Isso não é mencionado em momento algum na reportagem do Bom Dia
Brasil. Deixa-se os números positivos de fora, evidencia-se a projeção
alarmista, mesmo que não tenha base factual.
Outra coisa que não é mencionada é o aumento na produtividade por
trabalhador pela qual atravessou a sociedade brasileira, em decorrência
da tecnologia. A matéria enfatiza o aumento na expectativa de vida e a
queda na taxa de natalidade dos últimos 50 anos, mas parece esquecer do
surgimento da robótica e da informática. Não foi à toa que, durante
nossa entrevista com a Denise Gentil, ela enfatizou: "Devemos investir
em políticas de aumento da produtividade do trabalho, investindo em
educação, ciência, tecnologia e estímulos à infraestrutura para
proporcionar a arrecadação para o suporte aos idosos. Cada trabalhador
se torna mais produtivo e produz o suficiente para elevar a renda e
redistribuí-la entre ativos e inativos". Aumentaram as obrigações, sim,
mas não puxamos o arado com bois nem andamos de carroça pelas ruas.

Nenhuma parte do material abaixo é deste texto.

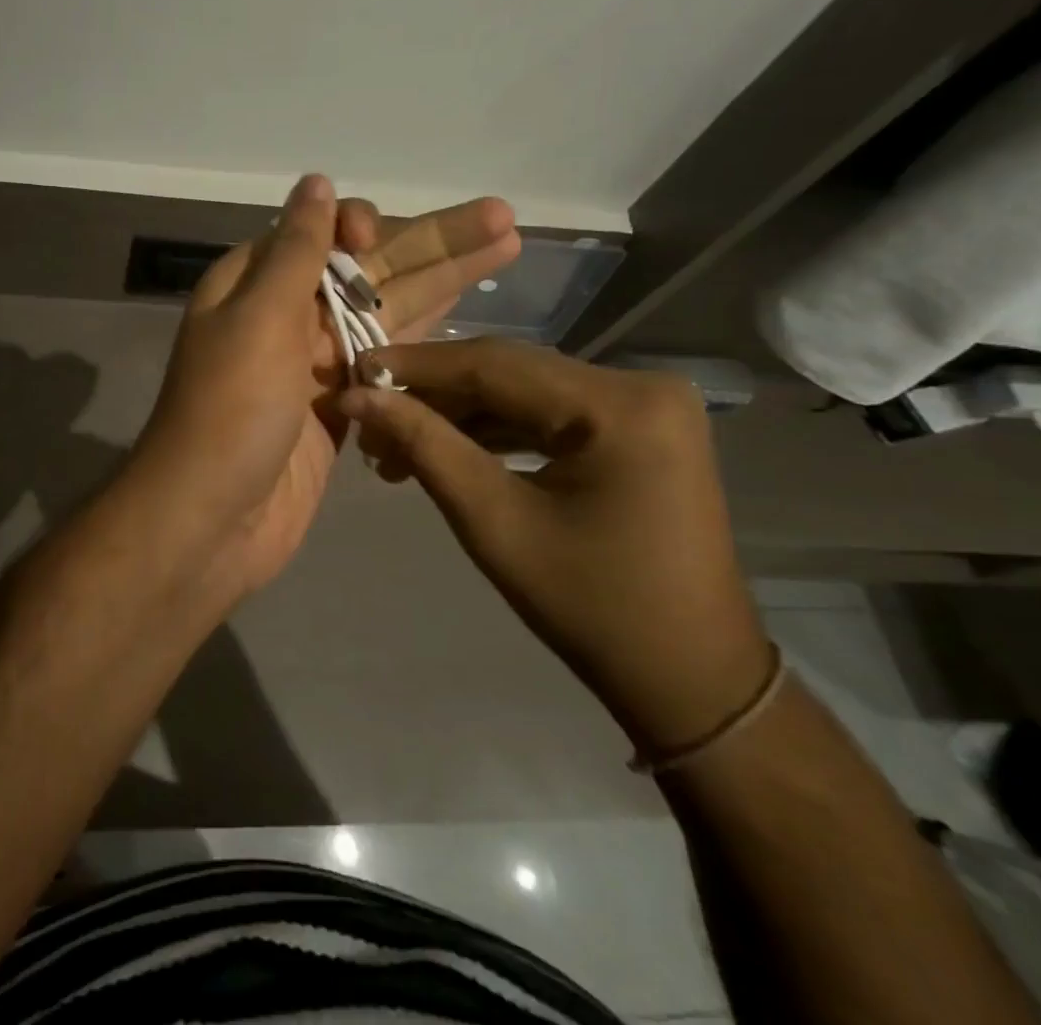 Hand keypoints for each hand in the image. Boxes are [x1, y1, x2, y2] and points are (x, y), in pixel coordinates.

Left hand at [133, 175, 518, 596]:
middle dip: (431, 244)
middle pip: (367, 270)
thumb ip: (294, 251)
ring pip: (386, 312)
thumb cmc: (229, 412)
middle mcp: (286, 317)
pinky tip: (466, 314)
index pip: (318, 235)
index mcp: (255, 285)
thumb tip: (314, 182)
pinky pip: (388, 361)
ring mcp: (315, 365)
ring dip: (442, 282)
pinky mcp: (340, 408)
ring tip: (507, 248)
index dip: (360, 227)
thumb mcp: (258, 318)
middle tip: (503, 218)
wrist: (210, 521)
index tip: (380, 236)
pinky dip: (424, 340)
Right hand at [336, 339, 771, 756]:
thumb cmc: (590, 607)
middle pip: (508, 372)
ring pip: (522, 390)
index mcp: (619, 406)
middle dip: (432, 395)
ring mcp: (643, 404)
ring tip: (393, 447)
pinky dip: (493, 429)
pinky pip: (547, 412)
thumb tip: (356, 396)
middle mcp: (640, 386)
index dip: (414, 367)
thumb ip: (424, 445)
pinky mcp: (636, 426)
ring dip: (457, 415)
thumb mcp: (493, 523)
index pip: (493, 364)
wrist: (688, 676)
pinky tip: (444, 448)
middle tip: (367, 419)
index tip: (352, 372) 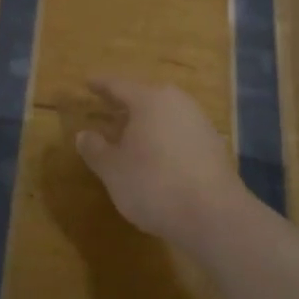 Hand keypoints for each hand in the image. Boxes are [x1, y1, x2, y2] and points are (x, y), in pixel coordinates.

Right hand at [75, 77, 250, 252]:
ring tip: (130, 135)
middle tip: (108, 108)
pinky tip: (157, 156)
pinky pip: (180, 132)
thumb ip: (96, 149)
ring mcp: (200, 123)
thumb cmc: (154, 184)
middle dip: (126, 104)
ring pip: (166, 114)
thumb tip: (84, 134)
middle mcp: (177, 103)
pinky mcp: (214, 145)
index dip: (101, 85)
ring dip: (147, 122)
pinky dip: (164, 138)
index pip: (119, 85)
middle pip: (146, 97)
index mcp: (149, 100)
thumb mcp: (113, 170)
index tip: (88, 83)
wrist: (213, 215) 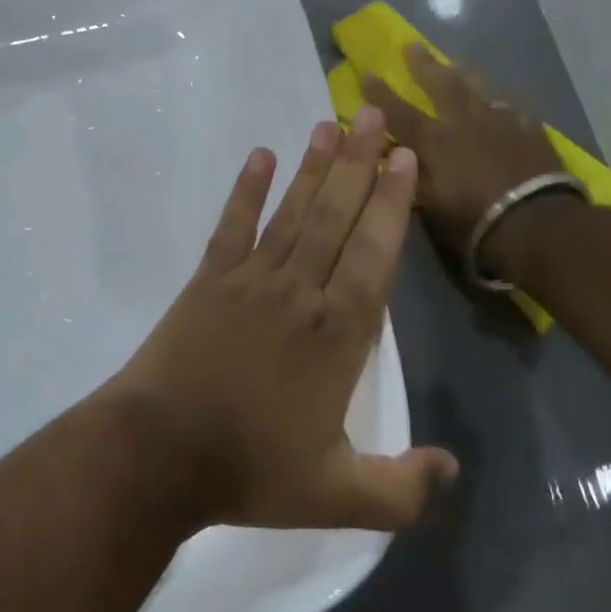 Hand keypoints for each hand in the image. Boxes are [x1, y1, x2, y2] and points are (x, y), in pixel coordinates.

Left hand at [104, 105, 458, 532]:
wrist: (157, 455)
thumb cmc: (249, 469)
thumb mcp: (336, 496)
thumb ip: (401, 489)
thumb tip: (454, 468)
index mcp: (338, 335)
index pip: (374, 254)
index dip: (392, 204)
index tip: (405, 158)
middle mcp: (300, 293)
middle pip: (337, 218)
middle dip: (360, 165)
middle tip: (375, 115)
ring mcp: (250, 281)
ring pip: (292, 213)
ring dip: (314, 168)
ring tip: (331, 124)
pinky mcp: (208, 281)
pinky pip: (232, 226)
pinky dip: (246, 191)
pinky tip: (260, 156)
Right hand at [360, 46, 564, 278]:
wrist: (537, 222)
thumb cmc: (473, 221)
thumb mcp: (429, 205)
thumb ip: (409, 176)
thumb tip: (390, 156)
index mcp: (433, 140)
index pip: (398, 111)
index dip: (379, 93)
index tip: (367, 72)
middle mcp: (463, 121)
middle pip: (441, 84)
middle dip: (424, 65)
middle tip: (412, 45)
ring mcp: (500, 121)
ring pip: (479, 87)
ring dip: (465, 73)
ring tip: (458, 62)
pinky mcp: (530, 129)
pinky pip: (511, 107)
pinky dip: (500, 102)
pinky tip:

Falar de um sem lembrar de outro é um exercício de ficção.
A matéria da Globo, em essência, resume-se a repetir o slogan
apocalíptico do “rombo da aposentadoria” de forma hipnótica, sem jamais
explicar as reais questões em jogo. Não se menciona, por exemplo, que a
proposta atual de Eliseu Padilha envolve estabelecer uma idade mínima de
aposentadoria que seria superior à expectativa de vida de alguns
estados brasileiros. Não se fala nos efeitos sociais nefastos que uma
eventual desvinculação do salário mínimo levariam aos mais de 70% de
idosos que se encontram na faixa mínima do benefício, que seriam
arremessados na miséria novamente.
Não menciona as inúmeras isenções fiscais concedidas aos super-ricos
no Brasil, que poderiam contribuir com até R$ 200 bilhões em impostos
sobre grandes fortunas e heranças. Não chega perto dos mais de R$ 500
bilhões de sonegação fiscal que enfraquecem o poder público a cada ano.
Não apresenta os inúmeros municípios em que a Previdência movimenta mais
dinheiro do que o próprio Fundo de Participação dos Municípios, e o
impacto catastrófico que uma depreciação dessas teria sobre a economia
no interior.
Não menciona nada que, de alguma forma, não interesse ao governo
interino de Michel Temer. Trata-se de propaganda em sua forma mais pura.